- **EXERCISE DIRECTIONS**
Could you copy every entry exactly, with nothing changed?

[Data items]

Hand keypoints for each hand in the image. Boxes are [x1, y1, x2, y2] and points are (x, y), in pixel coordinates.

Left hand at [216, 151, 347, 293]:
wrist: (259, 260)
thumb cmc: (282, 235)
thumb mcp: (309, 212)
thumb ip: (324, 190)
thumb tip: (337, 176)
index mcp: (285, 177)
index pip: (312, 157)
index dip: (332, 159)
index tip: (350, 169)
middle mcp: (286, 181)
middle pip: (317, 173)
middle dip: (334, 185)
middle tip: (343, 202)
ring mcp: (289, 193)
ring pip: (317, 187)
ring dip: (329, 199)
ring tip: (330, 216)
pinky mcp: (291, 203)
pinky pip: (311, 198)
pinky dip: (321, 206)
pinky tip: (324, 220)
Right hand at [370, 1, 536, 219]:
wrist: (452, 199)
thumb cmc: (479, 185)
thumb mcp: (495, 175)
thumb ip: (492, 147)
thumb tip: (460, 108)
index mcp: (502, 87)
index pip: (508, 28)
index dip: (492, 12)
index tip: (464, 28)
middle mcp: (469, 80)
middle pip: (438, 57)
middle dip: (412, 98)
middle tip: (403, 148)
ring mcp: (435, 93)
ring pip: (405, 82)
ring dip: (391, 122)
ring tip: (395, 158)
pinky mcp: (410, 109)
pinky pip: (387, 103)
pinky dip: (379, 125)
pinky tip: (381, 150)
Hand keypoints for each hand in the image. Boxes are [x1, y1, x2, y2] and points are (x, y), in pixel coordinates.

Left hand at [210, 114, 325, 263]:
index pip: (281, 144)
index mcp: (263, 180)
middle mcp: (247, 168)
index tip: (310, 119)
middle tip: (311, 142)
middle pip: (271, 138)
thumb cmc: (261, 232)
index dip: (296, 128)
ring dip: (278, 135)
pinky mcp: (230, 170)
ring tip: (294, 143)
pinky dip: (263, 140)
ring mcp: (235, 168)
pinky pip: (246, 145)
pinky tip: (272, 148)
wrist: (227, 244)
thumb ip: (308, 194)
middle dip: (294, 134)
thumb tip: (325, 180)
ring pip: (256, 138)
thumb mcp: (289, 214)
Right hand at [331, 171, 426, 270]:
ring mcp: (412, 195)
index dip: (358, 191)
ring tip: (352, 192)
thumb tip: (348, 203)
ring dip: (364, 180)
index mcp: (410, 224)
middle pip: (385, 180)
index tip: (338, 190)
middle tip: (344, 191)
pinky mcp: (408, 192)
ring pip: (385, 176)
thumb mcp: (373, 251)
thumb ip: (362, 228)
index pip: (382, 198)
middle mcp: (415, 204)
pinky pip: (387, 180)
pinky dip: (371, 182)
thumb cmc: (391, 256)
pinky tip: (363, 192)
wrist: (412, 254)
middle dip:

- **SOLUTION TO THIS PROBLEM**
Hand keypoints for each hand in the image. Boxes are [x1, y1, x2, y2] and points are (x, y), in pixel coordinates.

Left hand at [216, 151, 347, 293]:
wrist: (259, 260)
thumb cmc: (282, 235)
thumb mcp: (309, 212)
thumb ip: (324, 190)
thumb tip: (337, 176)
index mcp: (285, 177)
index pip: (312, 157)
index dip: (332, 159)
index tip: (350, 169)
middle mcp: (286, 181)
middle pip: (317, 173)
middle dip: (334, 185)
middle tip: (343, 202)
ring mcp: (289, 193)
ring pip: (317, 187)
ring dip: (329, 199)
ring tip: (330, 216)
pinky mcp: (291, 203)
pinky pip: (311, 198)
pinky dip: (321, 206)
pinky tip: (324, 220)
Right hand at [370, 1, 536, 219]:
wrist: (452, 199)
thumb cmc: (479, 185)
thumb mcp: (495, 175)
thumb ip: (492, 147)
thumb tip: (460, 108)
index mcp: (502, 87)
index pip: (508, 28)
index dip: (492, 12)
index tip: (464, 28)
middle mcp: (469, 80)
middle pip: (438, 57)
middle dip: (412, 98)
middle tip: (403, 148)
ring mcp: (435, 93)
ring pip: (405, 82)
ring dip: (391, 122)
ring tip: (395, 158)
pinky mcp: (410, 109)
pinky pip: (387, 103)
pinky dip: (379, 125)
pinky tip: (381, 150)
Hand keypoints for each hand in the image. Boxes are [x1, y1, x2, y2] and points are (x, y), in pixel coordinates.

Left hand at [210, 114, 325, 263]:
index pip: (281, 144)
index mcp: (263, 180)
middle mcp: (247, 168)
index tip: (310, 119)
middle tip: (311, 142)
middle pip: (271, 138)
thumb cmc: (261, 232)
index dip: (296, 128)
ring dip: (278, 135)
pinky mcp: (230, 170)
ring tip: (294, 143)
pinky dip: (263, 140)
ring mcp: (235, 168)
pinky pip: (246, 145)
pinky tip: (272, 148)
wrist: (227, 244)
thumb ip: (308, 194)
middle dip: (294, 134)
thumb tip: (325, 180)
ring pip: (256, 138)
thumb mcp: (289, 214)
Right hand at [331, 171, 426, 270]:
ring mcp: (412, 195)
index dip: (358, 191)
ring tip: (352, 192)
thumb tip: (348, 203)
ring dip: (364, 180)
index mcp: (410, 224)
middle pip: (385, 180)
index tip: (338, 190)
middle tip: (344, 191)
pinky mcp: (408, 192)
ring pip: (385, 176)
thumb mcp: (373, 251)
thumb ip: (362, 228)
index pip: (382, 198)
middle mcp: (415, 204)
pinky pip: (387, 180)
pinky dip: (371, 182)
thumb cmc: (391, 256)
pinky tip: (363, 192)
wrist: (412, 254)
middle dip:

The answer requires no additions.